Iain Cameron's Diary
"Click here to access the Fruitful Album" - Click here to visit Music for the Highveld Project
2005-02-13 - 11:27 p.m.
A Guy Called Gerald was in 808 State, then went his own way and a couple of years back he issued ‘Blueprint - the digital blueprint of soulful, funky grooves’. This is a double CD which allegedly has the originals unremixed on the 2nd side. I think they have been very cleverly remastered to clarify the rhythms - which G believes shaped his contribution to Techno, Drum n Bass etc. There is a mix of familiar and unfamiliar tracks. Amongst the latter is one from a blaxploitation soundtrack which Marvin Gaye did in 1972 for the forgotten film Trouble Man. MG did a lot of the writing, arranging and playing - not long after Whats Going On - just at the Detroit/LA transition in Motown. A FOPP giveaway of course at 2.5p per minute.

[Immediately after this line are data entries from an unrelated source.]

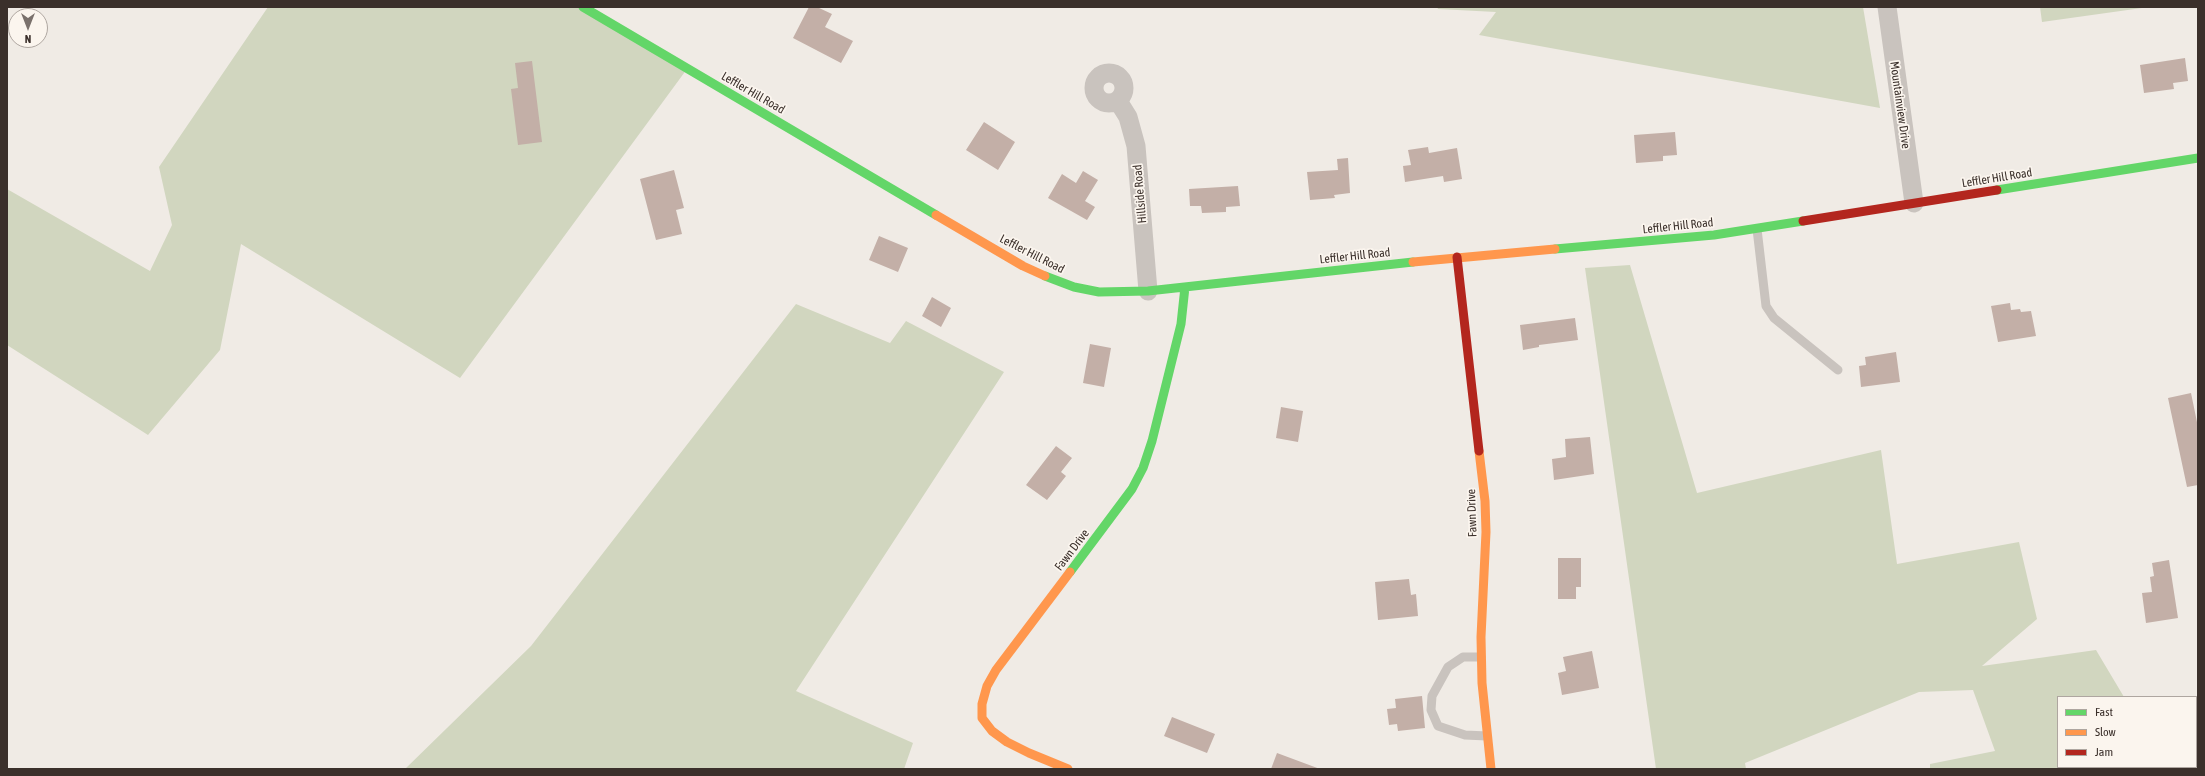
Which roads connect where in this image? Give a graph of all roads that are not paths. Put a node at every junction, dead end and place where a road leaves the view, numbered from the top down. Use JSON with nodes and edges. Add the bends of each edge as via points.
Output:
{"nodes":[{"id":1,"x":583,"y":7,"type":"edge"},
{"id":2,"x":1887,"y":7,"type":"edge"},
{"id":3,"x":1118,"y":101,"type":"dead end"},
{"id":4,"x":2198,"y":158,"type":"edge"},
{"id":5,"x":1914,"y":203,"type":"junction"},
{"id":6,"x":1757,"y":229,"type":"junction"},
{"id":7,"x":1457,"y":257,"type":"junction"},
{"id":8,"x":1185,"y":287,"type":"junction"},
{"id":9,"x":1148,"y":291,"type":"junction"},
{"id":10,"x":1838,"y":370,"type":"dead end"},
{"id":11,"x":1481,"y":657,"type":"junction"},
{"id":12,"x":1487,"y":736,"type":"junction"},
{"id":13,"x":1068,"y":769,"type":"edge"},
{"id":14,"x":1491,"y":769,"type":"edge"}],
"edges":[{"from":1,"to":9,"type":"street","name":"Leffler Hill Road","via":[[1023,266],[1049,278],[1099,292]]},
{"from":2,"to":5,"type":"street","name":"Mountainview Drive"},
{"from":3,"to":9,"type":"street","name":"Hillside Road","via":[[1128,117],[1136,146]]},
{"from":4,"to":5,"type":"street","name":"Leffler Hill Road"},
{"from":5,"to":6,"type":"street","name":"Leffler Hill Road"},
{"from":6,"to":7,"type":"street","name":"Leffler Hill Road","via":[[1657,241]]},
{"from":6,"to":10,"type":"lane","via":[[1766,306],[1774,318]]},
{"from":7,"to":8,"type":"street","name":"Leffler Hill Road"},
{"from":7,"to":11,"type":"street","name":"Fawn Drive","via":[[1486,532]]},
{"from":8,"to":9,"type":"street","name":"Leffler Hill Road"},
{"from":8,"to":13,"type":"street","name":"Fawn Drive","via":[[1181,324],[1143,468],[1114,514],[996,670],[987,686],[982,704],[982,718],[992,731],[1007,742]]},
{"from":11,"to":12,"type":"street","name":"Fawn Drive"},
{"from":11,"to":12,"type":"lane","via":[[1463,657],[1448,667],[1432,696],[1431,710],[1438,726],[1465,735]]},
{"from":12,"to":14,"type":"street","name":"Fawn Drive"}]}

Bill Zurat on WFMU offers: Some pop, fumbling musicians, bedroom recordings, vocal harmonies with orchestras, elongated notes, tape hiss, one-chord wonders, analog synths + clicking drum machines, loners, breezy country, and brief cacophonous interruptions. This includes Wear Your Love Like Heaven by Donovan which I always thought was rather good (also Fatworm of Error). Makes me think the genii is really out of the bottle.
A virus arrived and forced me to my bed for 14 hours or so. Before succumbing I opened the collected JHP, also the draft North East Regional Skills Partnership which looked surprisingly good from our point of view - I also knocked out a 1000 words on the skills implications of the UK view of the future of manufacturing. Mark suggests starting with Kitchen Poems 1968 - so I am
I can see why Ricardo is excited about contacts with the great modern masters.
A great modern mistress - I was ferreting about and I came across an appreciation of GEM Anscombe - literary executor of Wittgenstein - following her death in 2001. It seems she may be the greatest female philosopher to have ever lived. Strange to think that I have heard this person lecture - even though it was decades ago. The article makes the point that sometimes it takes years of thinking to get her point, Mailed L with some consequentials including the philosophical blog of one of her contemporaries. In fact this all started because I wanted to see if I could get my mind round mathematical intuitionism. I failed mostly - except that it is an approach which avoids Platonism (real objects in an ideal world) and formalism which is just manipulating symbols. There is something in the mind that is explored in doing mathematics. If this were true of mathematics might it not also be true of music?
Paul is right about Nitin Sawhney - it has just taken me a couple of years to realise. This is not years of thinking - just inaction. There is something absolutely original in this music - amidst lyricism this is especially unusual.
I added some beats to the first short story and tried adding some abstract images. Just trying to get some grammar together.